Organik Tarımın Değeri Yükseliyor

0
871

Ali Güreli – Dünyada ve Türkiye’de her yıl artan organik ürün talebi karşısında insanlara güvenilir ürün sunabilmek ve sürdürülebilirliği sağlamak için organik tarım sektörünün hızla yükselen değer olduğu bildirildi.

Ali Güreli – Dünyada ve Türkiye’de her yıl artan organik ürün talebi karşısında insanlara güvenilir ürün sunabilmek ve sürdürülebilirliği sağlamak için organik tarım sektörünün hızla yükselen değer olduğu bildirildi.

İl Gıda, Tarım ve Hayvancılık Müdürü Hamit Aygül, AA muhabirine yaptığı açıklamada, organik tarımın, kimyasal girdilerin kullanılmadığı, üretiminden tüketicinin sofrasına ulaşıncaya kadar geçen sürecin her aşamasında kontrollü ve sertifikalı üretim biçimi olduğunu söyledi.
Organik üretimin, Gıda, Tarım ve Hayvancılık Bakanlığı tarafından yetkilendirilen ve uluslararası kabul gören sertifikasyon kuruluşlarınca düzenli olarak denetlendiğini belirten Aygül, aynı zamanda sertifikalı olarak üretim yapıldığını kaydetti.
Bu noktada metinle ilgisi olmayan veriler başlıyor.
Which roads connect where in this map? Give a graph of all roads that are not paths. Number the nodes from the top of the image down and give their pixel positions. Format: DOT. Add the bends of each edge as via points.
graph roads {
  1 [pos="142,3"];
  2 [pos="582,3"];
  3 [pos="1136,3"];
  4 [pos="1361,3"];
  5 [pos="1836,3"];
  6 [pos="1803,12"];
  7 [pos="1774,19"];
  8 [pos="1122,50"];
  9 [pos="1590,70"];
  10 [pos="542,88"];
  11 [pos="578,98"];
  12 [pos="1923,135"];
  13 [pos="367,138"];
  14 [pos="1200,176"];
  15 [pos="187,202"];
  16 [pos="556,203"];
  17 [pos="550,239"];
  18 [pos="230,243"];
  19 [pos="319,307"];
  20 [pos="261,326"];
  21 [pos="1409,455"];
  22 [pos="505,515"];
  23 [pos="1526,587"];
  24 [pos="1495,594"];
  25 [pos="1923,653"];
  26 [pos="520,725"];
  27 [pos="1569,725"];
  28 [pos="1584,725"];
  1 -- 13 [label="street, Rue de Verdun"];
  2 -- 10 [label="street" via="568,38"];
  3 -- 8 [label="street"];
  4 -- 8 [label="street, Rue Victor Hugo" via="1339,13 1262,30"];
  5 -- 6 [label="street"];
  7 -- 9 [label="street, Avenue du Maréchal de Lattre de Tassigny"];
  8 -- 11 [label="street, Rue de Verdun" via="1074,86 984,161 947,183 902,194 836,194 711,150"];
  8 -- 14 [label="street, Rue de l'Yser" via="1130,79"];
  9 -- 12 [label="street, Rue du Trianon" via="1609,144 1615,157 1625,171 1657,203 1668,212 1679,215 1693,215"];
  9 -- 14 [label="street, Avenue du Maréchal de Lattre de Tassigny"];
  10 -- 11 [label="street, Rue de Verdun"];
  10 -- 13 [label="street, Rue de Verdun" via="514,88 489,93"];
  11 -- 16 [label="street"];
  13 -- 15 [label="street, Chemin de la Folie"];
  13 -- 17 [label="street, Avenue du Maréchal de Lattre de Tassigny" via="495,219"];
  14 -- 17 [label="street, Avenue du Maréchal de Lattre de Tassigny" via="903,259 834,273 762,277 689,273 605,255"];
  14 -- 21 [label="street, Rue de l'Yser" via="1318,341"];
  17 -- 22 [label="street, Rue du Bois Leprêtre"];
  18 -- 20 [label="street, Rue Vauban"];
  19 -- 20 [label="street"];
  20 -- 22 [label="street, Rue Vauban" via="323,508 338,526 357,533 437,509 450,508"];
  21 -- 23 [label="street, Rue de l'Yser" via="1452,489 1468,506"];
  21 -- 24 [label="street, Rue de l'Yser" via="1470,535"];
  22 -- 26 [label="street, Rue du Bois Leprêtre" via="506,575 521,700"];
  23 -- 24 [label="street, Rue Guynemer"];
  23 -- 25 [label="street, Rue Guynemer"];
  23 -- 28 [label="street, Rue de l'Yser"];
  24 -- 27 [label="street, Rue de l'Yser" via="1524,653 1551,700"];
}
Ürünün, tohum veya fidan aşamasında toprakla buluşmasından sofraya gelme aşamasına kadar takip edildiğini bildiren Aygül, “Örneğin meyve üreticileri hemen organik üretim yapamıyorlar. Bunun için 3 yıllık bir geçiş süreci var. Bu sürede belli kurallar uygulandıktan sonra ürün organik sayılabiliyor. Sertifikası olan ürünlerin organik olduğundan da şüphe etmemek lazım. Bu tür ürünler hiçbir soru işareti olmadan gönül rahatlığıyla tüketilebilir” dedi.

**Organik metotlarla 225 çeşit ürün üretiliyor

Türkiye’de 2011 verilerine göre organik üretim yapan çiftçi sayısının 42 bin 460 olduğunu, 614 bin 618 hektar alanda 225 çeşit ürünün organik metotlarla yetiştirildiğini ifade eden Aygül, şöyle konuştu:

“Ülkemizde üretilen ürünler daha çok yurt dışından talep görüyor. Özellikle Avrupa’da yaygınlaşan organik ürün tüketimindeki artış, ülkemize iyi bir pazar fırsatı sunuyor. Önümüzdeki yıllarda Avrupa bu açıdan bizim için en iyi pazar. Çünkü, Türkiye Avrupa’ya göre daha az kirlenmiş, daha az kimyasallar bulaşmış bir ülke. Aynı zamanda Avrupa’ya yakın bir ülke konumunda olması da Türkiye açısından büyük bir avantaj. Ürünlerimizin bir çoğu zaten organik olma özelliği taşıyor. Ancak bir tek bu ürünlerin sertifikalandırma işlemi yapılmamış durumda. Türkiye’nin önümüzdeki yıllarla, dünya organik ürün pazarındaki 16 milyon dolarlık payı kat kat artacak. Bunun birkaç yıl sonra 500-600 milyon dolarlarla ifade edileceğini düşünüyorum.”

Organik üretim yapmak isteyen çiftçilerin bu avantajı iyi değerlendirmesi gerektiğini vurgulayan Aygül, dünyada ve Türkiye’de her yıl artan organik ürün talebi karşısında insanlara güvenilir ürünler sunabilmek ve sürdürülebilirliği sağlamak için organik tarım sektörünün hızla yükselen bir değer haline geldiğini kaydetti.

Aygül, ihraç edilen organik ürünlerin başında kuru üzüm, fındık ve fındık ürünleri, kayısı ve kayısı ürünleri, incir ve incir ürünleri, meyve suları, dondurulmuş meyveler, pamuk ve tekstil ürünlerinin geldiğini, bunları tıbbi ve aromatik bitkiler ve bakliyat ürünlerinin takip ettiğini bildirdi.
Organik üretim alanlarının yaygınlaşması konusunda üreticileri teşvik ettiklerini de anlatan Aygül, sözlerini “Mevcut imkanları en iyi şekilde kullanarak bu yükselen değerden çiftçilerin de pay almasını sağlamak ve halkın hak ettiği güvenilir gıda ve diğer tüketim maddelerine ulaşımını garanti altına almak görevimiz” diye tamamladı.